Assume that Person X whom we shall call Mr Kamau has filed an income tax return that is currently being audited by KRA.
KRA will have no means to verify the return in the absence of third-party data such as bank statements, real-estate ownership, and car registration. In this case, if Mr Kamau under-declares their income, the KRA won’t be able to challenge it.
Let’s now consider an alternative scenario, where the KRA has access to asset ownership data and has found out that Kamau bought expensive real estate worth Sh200 million in the upmarket Runda Estate in Nairobi.
Yet, they have declared annual earnings of only Sh10 million, didn’t sell any assets, or take any loans that year.
With access to third-party data - in this case, asset ownership - KRA will challenge Kamau’s self-declaration.
Assume that the land agency in the country has real-estate data and NTSA has access to car ownership/registration data. This data will be accessed by KRA, but only if it is made available to them by the land agency and NTSA in an accurate and timely manner.
The Ruto government also plans to revive a controversial Uhuru-era outfit used to contain runaway smuggling in the country during the previous regime.
The outfit comprised a multi-agency team formed by former President Uhuru Kenyatta and conducted infamous sting operations against illicit trade.
It helped recover billions in tax receipts but rubbed many businessmen, especially in the informal sector such as Nairobi’s Nyamakima trade hub the wrong way.
The outfit, led by the former deputy head of Public Service Wanyama Musiambo, conducted operations for many months, seizing counterfeit, sub-standard and smuggled goods.
Estimates have pointed to a loss of Sh200 billion every year in potential government revenue as a result of dealing in illicit goods.
The multi-agency team comprised the Anti-Counterfeit Agency (ACA), the Kenya Bureau of Standards (Kebs), KRA, the Immigration Department, the Office of the Attorney-General, the Office of the Director of Public Prosecutions, the Inspector-General of Police, Financial Reporting Centre (FRC), National Intelligence Service, among others.
“KRA will enhance compliance through the formation of a multiagency team to investigate the source of counterfeits and take necessary action,” says the Treasury.
The Treasury says the team will deploy data and intelligence-driven field operations to take down counterfeiters.
A State survey conducted between October 2019 and February 2020 showed that the 16 sectors of the economy that the study concentrated on – building, mining, and construction – were heavily affected with a share of 23.37 per cent in value of total illicit trade.
In 2019, some 12 top-of-the-range vehicles, which Kenya and UK border patrol teams said were stolen from the UK, were seized at the Port of Mombasa following an intelligence report as part of the operations.
Treasury also says KRA will be required to raise value-added tax (VAT) collections by fully rolling out a new electronic Tax Invoice Management System (eTIMS).
The new system collates data from all traders, individuals and companies in the country in near real-time, tightening the noose on tax cheats.
Armed with new electronic invoicing and reporting tools from the new eTIMS, KRA will be able to collect information without waiting for taxpayers to file, even at the point of a commercial transaction to make its own assessment of the tax due.

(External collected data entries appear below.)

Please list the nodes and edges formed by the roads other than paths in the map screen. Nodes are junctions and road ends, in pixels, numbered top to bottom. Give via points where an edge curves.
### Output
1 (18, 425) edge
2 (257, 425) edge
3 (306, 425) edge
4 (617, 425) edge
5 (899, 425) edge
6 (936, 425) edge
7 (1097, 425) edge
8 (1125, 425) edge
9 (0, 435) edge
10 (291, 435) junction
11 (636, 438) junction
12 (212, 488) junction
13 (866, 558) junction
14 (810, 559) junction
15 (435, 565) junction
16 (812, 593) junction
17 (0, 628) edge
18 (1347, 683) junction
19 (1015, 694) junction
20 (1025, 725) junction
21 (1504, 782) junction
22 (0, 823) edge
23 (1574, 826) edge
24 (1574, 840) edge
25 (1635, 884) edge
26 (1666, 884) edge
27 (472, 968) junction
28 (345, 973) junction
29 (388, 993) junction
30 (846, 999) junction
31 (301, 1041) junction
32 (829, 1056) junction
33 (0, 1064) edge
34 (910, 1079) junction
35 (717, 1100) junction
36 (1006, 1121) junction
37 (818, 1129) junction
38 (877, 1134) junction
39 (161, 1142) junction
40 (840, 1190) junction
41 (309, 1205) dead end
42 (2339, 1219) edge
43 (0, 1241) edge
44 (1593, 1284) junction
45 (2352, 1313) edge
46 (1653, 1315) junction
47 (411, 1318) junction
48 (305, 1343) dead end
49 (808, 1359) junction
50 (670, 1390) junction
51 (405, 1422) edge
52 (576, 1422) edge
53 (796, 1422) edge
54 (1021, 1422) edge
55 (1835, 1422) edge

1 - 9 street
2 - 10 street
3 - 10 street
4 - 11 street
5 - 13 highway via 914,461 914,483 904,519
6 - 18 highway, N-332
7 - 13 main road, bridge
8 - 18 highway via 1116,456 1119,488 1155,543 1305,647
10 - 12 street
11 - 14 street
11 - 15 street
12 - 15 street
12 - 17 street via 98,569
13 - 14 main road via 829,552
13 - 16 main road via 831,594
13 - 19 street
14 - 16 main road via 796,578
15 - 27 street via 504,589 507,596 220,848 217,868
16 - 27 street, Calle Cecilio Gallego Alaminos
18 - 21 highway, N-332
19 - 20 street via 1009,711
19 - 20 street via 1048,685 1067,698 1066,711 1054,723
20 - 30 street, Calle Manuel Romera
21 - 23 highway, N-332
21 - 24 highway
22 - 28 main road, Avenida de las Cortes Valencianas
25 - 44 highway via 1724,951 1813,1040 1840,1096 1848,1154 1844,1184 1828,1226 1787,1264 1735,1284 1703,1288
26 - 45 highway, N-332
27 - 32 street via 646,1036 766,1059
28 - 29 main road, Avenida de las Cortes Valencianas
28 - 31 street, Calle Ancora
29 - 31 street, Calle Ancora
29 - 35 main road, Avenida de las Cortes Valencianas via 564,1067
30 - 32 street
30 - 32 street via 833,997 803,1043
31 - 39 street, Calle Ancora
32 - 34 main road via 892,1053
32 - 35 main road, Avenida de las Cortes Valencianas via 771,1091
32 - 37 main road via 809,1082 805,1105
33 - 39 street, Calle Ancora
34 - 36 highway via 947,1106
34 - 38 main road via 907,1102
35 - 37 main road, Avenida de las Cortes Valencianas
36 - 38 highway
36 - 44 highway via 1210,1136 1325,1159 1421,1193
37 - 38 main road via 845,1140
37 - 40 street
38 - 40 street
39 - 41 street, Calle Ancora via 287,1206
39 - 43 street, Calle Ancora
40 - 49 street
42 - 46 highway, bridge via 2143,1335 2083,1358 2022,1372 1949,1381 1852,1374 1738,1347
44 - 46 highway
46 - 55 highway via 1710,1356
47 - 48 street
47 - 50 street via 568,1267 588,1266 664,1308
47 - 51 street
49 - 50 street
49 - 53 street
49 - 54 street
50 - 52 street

Treasury reckons this will address, the “missing trader phenomenon as well as non or under declaration of sales and fictitious input claims.” The KRA will also target to ensure all persons doing business with the government pay their tax obligations.

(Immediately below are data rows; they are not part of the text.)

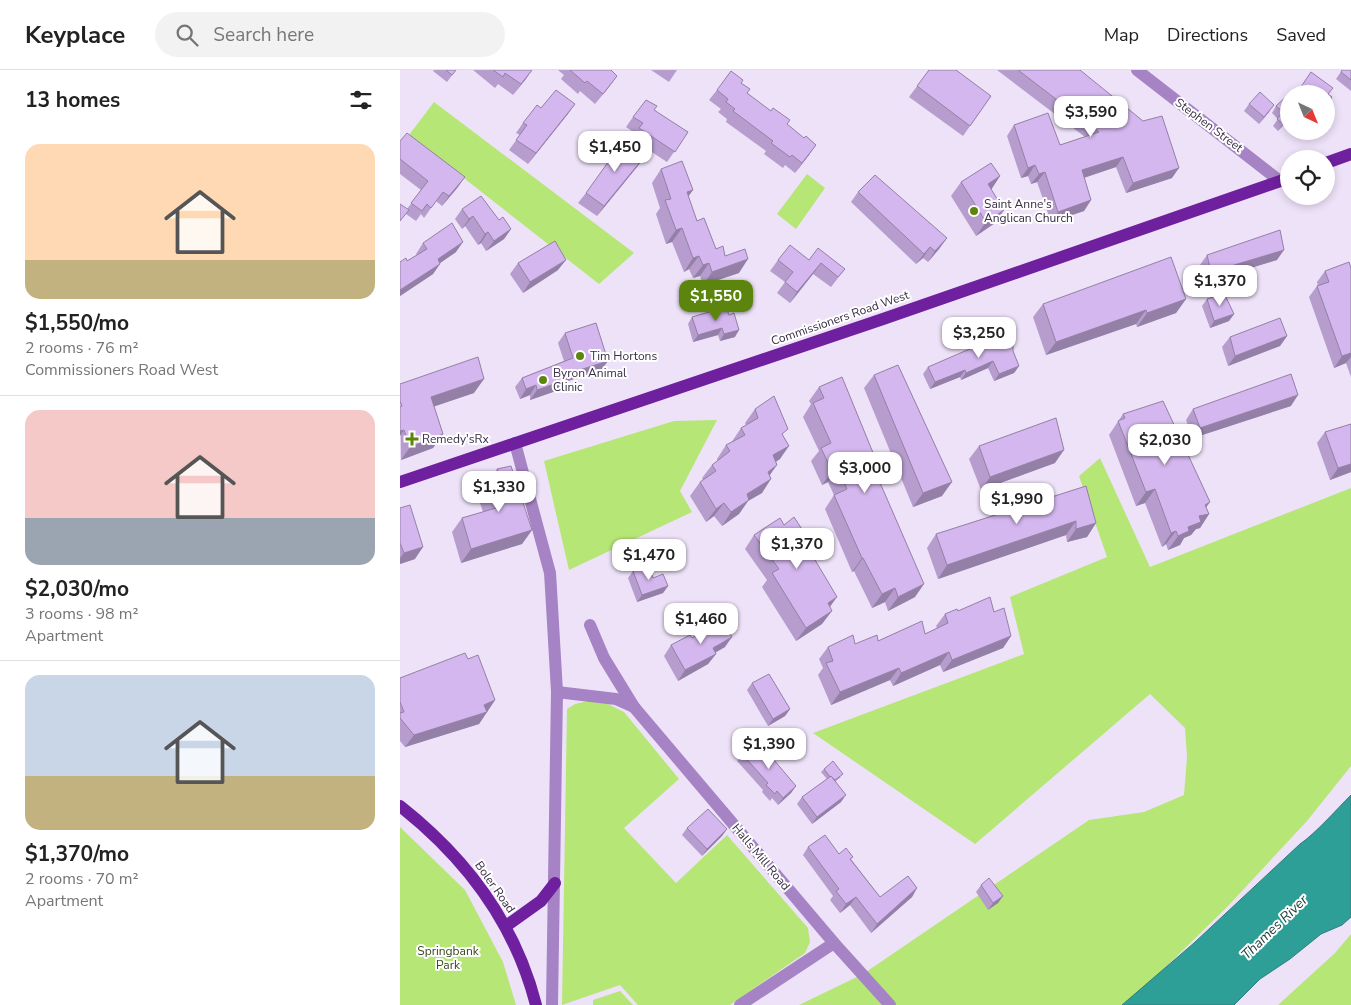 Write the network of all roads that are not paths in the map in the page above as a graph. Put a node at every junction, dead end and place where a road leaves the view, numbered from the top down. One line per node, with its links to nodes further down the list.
1 (1137, 70): 4 (street, Stephen Street)
2 (1351, 154): 3 (main road)
3 (1335, 160)
4 (1280, 176)
5 (1280, 180): 6 (main road, Commissioners Road West)
6 (515, 443): 7 (main road, Commissioners Road West); 9 (street)
7 (400, 482)
8 (590, 625): 10 (street, Halls Mill Road)
9 (557, 692): 10 (street, Halls Mill Road); 12 (street)
10 (634, 707): 14 (street, Halls Mill Road)
11 (400, 806): 13 (main road, Boler Road)
12 (555, 883): 13 (main road); 16 (street)
13 (506, 926): 15 (main road, Boler Road)
14 (834, 943): 17 (street); 18 (street, Halls Mill Road)
15 (536, 1005)
16 (552, 1005)
17 (740, 1005)
18 (890, 1005) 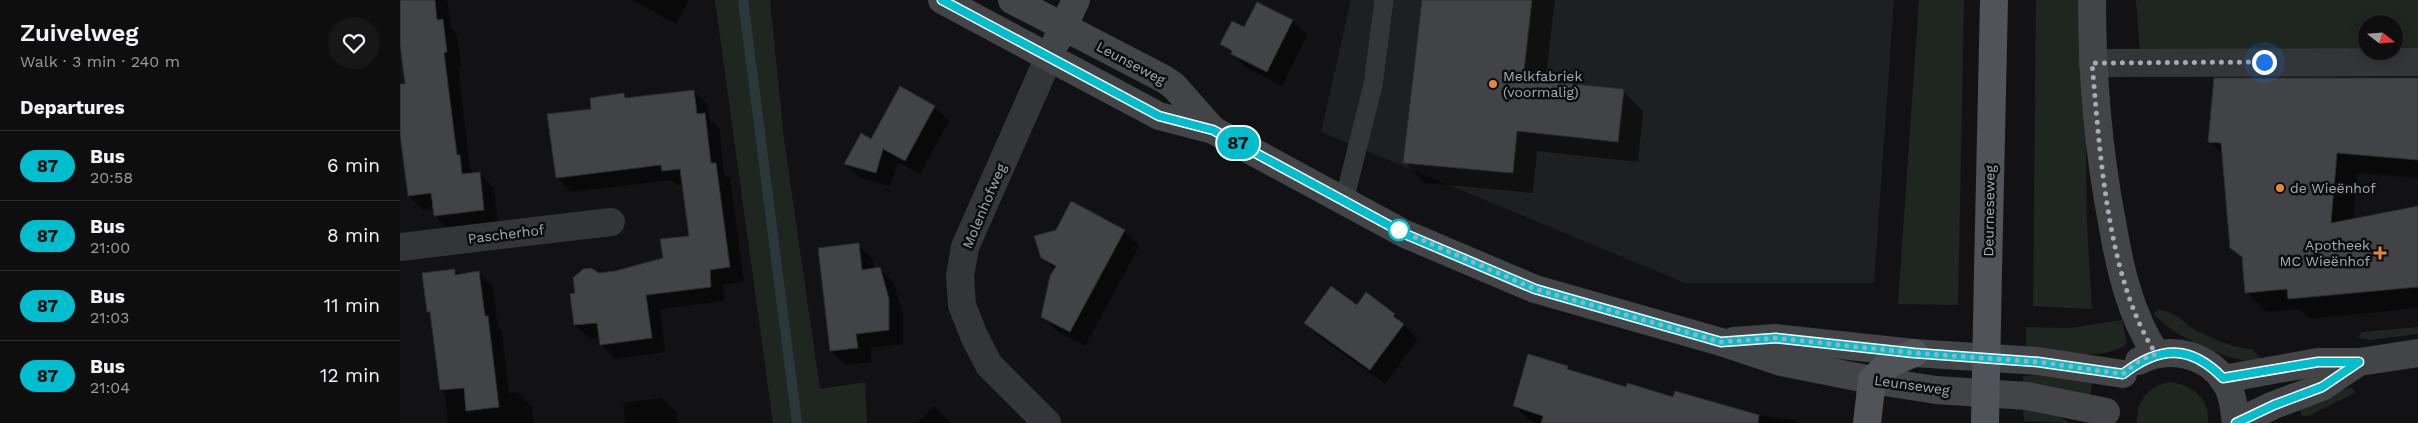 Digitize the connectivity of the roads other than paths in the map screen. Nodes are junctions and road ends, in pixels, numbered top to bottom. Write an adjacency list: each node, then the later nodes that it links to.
1 (942, 0): 8 (main road, Leunseweg)
2 (1012, 0): 7 (main road, Leunseweg)
3 (1076, 0): 7 (main road)
4 (1384, 0): 12 (lane)
5 (1994, 0): 26 (main road, Deurneseweg, bridge)
6 (2092, 0): 10 (main road)
7 (1063, 27): 8 (main road); 11 (main road, Leunseweg)
8 (1049, 57): 11 (main road, Leunseweg); 24 (street, Molenhofweg)
9 (2418, 62): 10 (street)
10 (2092, 63): 18 (main road)
11 (1213, 130): 12 (main road, Leunseweg)
12 (1344, 201): 15 (main road, Leunseweg)
13 (611, 222): 14 (street, Pascherhof)
14 (400, 247)
15 (1721, 342): 16 (main road, Leunseweg); 22 (main road, Leunseweg)
16 (1914, 353): 20 (main road, Leunseweg); 22 (main road)
17 (2418, 353): 19 (main road)
18 (2156, 354): 20 (main road); 21 (main road)
19 (2359, 362): 21 (main road); 27 (main road)
20 (2123, 374): 23 (main road)
21 (2223, 378): 27 (main road)
22 (1872, 380): 23 (main road, Leunseweg); 25 (main road)
23 (2106, 417)
24 (1047, 423)
25 (1867, 423)
26 (1985, 423)
27 (2236, 423)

“There will be close monitoring of payments from government to ensure correct taxes are declared and paid,” says Treasury.

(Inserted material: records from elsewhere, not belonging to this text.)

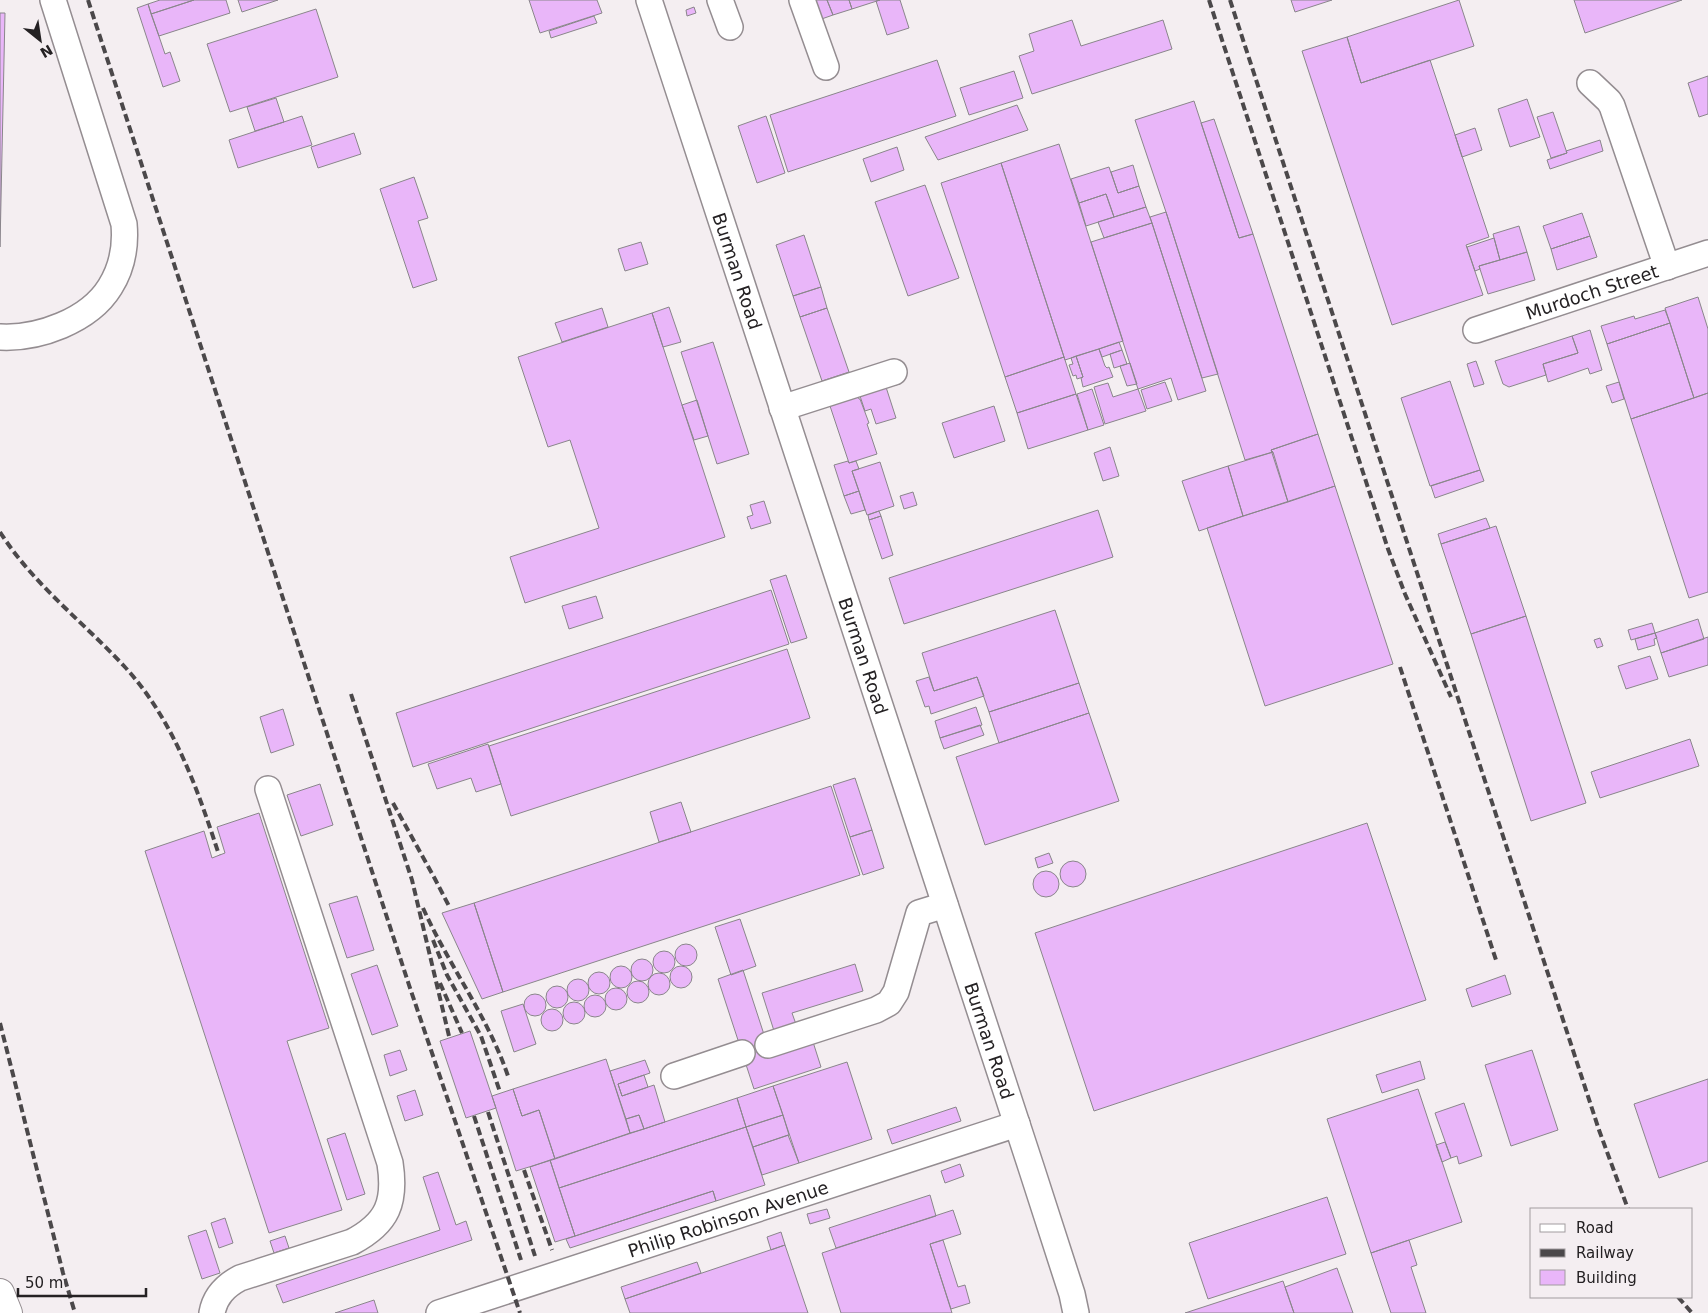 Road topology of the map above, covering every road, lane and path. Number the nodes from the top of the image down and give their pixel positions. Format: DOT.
graph roads {
  1 [pos="54,0"];
  2 [pos="648,0"];
  3 [pos="720,0"];
  4 [pos="802,0"];
  5 [pos="730,27"];
  6 [pos="826,67"];
  7 [pos="1590,83"];
  8 [pos="1708,253"];
  9 [pos="1667,267"];
  10 [pos="1476,330"];
  11 [pos="0,337"];
  12 [pos="894,372"];
  13 [pos="782,408"];
  14 [pos="268,790"];
  15 [pos="945,905"];
  16 [pos="768,1045"];
  17 [pos="742,1053"];
  18 [pos="674,1076"];
  19 [pos="1017,1124"];
  20 [pos="0,1293"];
  21 [pos="8,1313"];
  22 [pos="212,1313"];
  23 [pos="439,1313"];
  24 [pos="1076,1313"];
  1 -- 11 [label="street"];
  2 -- 13 [label="street, Burman Road"];
  3 -- 5 [label="street"];
  4 -- 6 [label="street"];
  7 -- 9 [label="street"];
  8 -- 9 [label="street, Murdoch Street"];
  9 -- 10 [label="street, Murdoch Street"];
  12 -- 13 [label="street"];
  13 -- 15 [label="street, Burman Road"];
  14 -- 22 [label="street"];
  15 -- 16 [label="street"];
  15 -- 19 [label="street, Burman Road"];
  17 -- 18 [label="street"];
  19 -- 23 [label="street, Philip Robinson Avenue"];
  19 -- 24 [label="street, Burman Road"];
  20 -- 21 [label="highway"];
}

Treasury also wants to place resident officers in factories to monitor production and end tax evasion.
Calls for meaningful tax reforms have mounted weeks after data showed that the taxman could miss the annual target of collections. The current team of bosses and staff at KRA has been under pressure from the Kenya Kwanza administration to seal revenue leaks through corruption and boost State coffers to enable Treasury to wean itself off reliance on public debt.